L'intervista

«Perché bisogna costruire un nuovo ordine internazionale»

Secondo lo storico Marcello Flores, bisogna costringere Mosca a scendere a patti - La rielezione di Donald Trump potrebbe alimentare l’isolazionismo degli Stati Uniti
Il futuro presidente USA potrebbe alimentare l'isolazionismo del suo Paese. ©Brandon Bell
Dario Campione
21.11.2024 06:00

Perché gli esseri umani continuano a combattere, a uccidere, a distruggere i propri simili? Perché, ancora, la guerra? È la domanda, non retorica, che due storici - Marcello Flores e Giovanni Gozzini - si sono posti nel loro ultimo lavoro, appena uscito da Laterza (Perché la guerra?, pagine 208, euro 20). Un libro che racconta come a una prospettiva di possibile raffreddamento dei conflitti, nel quindicennio 1991-2006, sia seguita una nuova recrudescenza. Sino all’attuale, drammatica, fase storica in cui il mondo sembra essere nuovamente una polveriera sul punto di esplodere.

«Di fronte alla guerra in Ucraina, alla ripresa così tragica dello scontro tra Israele e Palestina e alla apparente impotenza nell’immaginare possibili soluzioni, abbiamo pensato, da storici, di poter aiutare a capire come si sia evoluta la guerra, soprattutto negli ultimi 30, 35 anni - dice al Cdt Marcello Flores – Detto in altri termini, l’idea è stata di inquadrare questi due conflitti in atto nella prospettiva della trasformazione abbastanza significativa che la guerra ha subìto dagli anni ’90 del Novecento a oggi».

Cambiamenti che non sono del tutto evidenti. A partire da quello che Flores e Gozzini giudicano il più importante: il crescente «coinvolgimento di civili. Sempre più spesso, i protagonisti dei conflitti non sono gli Stati o pezzi di Stati, quanto organismi privati, gruppi terroristici che però chiedono e cercano di ottenere l’appoggio di potenze più o meno vicine».

Vero è che, oltre alle «guerre civili internazionalizzate», ci sono stati anche conflitti più tradizionali, come ad esempio la guerra in Iraq degli Stati Uniti, «un punto di svolta importante - dice Flores - e purtroppo in negativo, poiché ha fermato il processo di cambiamento avviato dopo la caduta del Muro di Berlino e caratterizzato da un ruolo più forte delle Nazioni Unite, da un numero maggiore di missioni e operazioni di peacekeping e dal minore ricorso al diritto di veto da parte dei 5 membri permanenti del Consiglio di Sicurezza».

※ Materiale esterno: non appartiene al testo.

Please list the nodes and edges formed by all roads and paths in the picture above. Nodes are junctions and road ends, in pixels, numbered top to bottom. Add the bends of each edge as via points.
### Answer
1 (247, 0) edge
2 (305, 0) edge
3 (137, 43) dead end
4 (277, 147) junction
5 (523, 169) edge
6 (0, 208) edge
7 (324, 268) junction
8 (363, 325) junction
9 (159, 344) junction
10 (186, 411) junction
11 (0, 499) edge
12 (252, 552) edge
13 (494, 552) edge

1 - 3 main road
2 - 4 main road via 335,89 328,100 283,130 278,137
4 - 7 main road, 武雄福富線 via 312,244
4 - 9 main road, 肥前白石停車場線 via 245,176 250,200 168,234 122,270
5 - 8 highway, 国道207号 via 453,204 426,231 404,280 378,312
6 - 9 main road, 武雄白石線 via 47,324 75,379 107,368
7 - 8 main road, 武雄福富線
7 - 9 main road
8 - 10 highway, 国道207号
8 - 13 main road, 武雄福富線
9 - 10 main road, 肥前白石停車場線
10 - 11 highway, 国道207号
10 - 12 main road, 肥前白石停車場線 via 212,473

Analizzando più a fondo lo scontro in Ucraina, Flores sottolinea poi come, «per la prima volta, uno dei Paesi che ha costituito l’ordine internazionale del secondo dopoguerra abbia deciso di infrangerlo. Sta qui, forse, la vera difficoltà nel risolvere il conflitto. Finché non si convince la Russia a dialogare, a scendere a patti in modo politico, diplomatico o militare, la situazione rimarrà congelata. Nel caso mediorientale, invece, è lo squilibrio internazionale a fare sì che Israele non si muova più secondo le indicazioni americane. A dispetto delle richieste dell’amministrazione Biden, Benjamin Netanyahu ha scelto di muoversi in altro modo. Questo è un grande problema: prima le grandi potenze potevano avere capacità di blocco, di ricatto, di convincimento nei confronti delle potenze regionali. Oggi la situazione è diversa. E allora, in prospettiva, credo che la questione sarà sempre di più la ricostruzione di un nuovo ordine internazionale in cui questi problemi possano essere affrontati in una prospettiva di pace e non di conflittualità perenne. Perché quello è il rischio».

Quanto potrà cambiare le cose la rielezione di Donald Trump alla Casa Bianca? «Al di là delle questioni propagandistiche o ideologiche - conclude Flores - l’unica cosa fondamentale che Trump vuole è un maggiore isolazionismo degli Stati Uniti, un più forte distacco dagli affari mondiali. Quanto sia attuabile, è difficile dirlo. Con Trump è comunque difficile fare previsioni».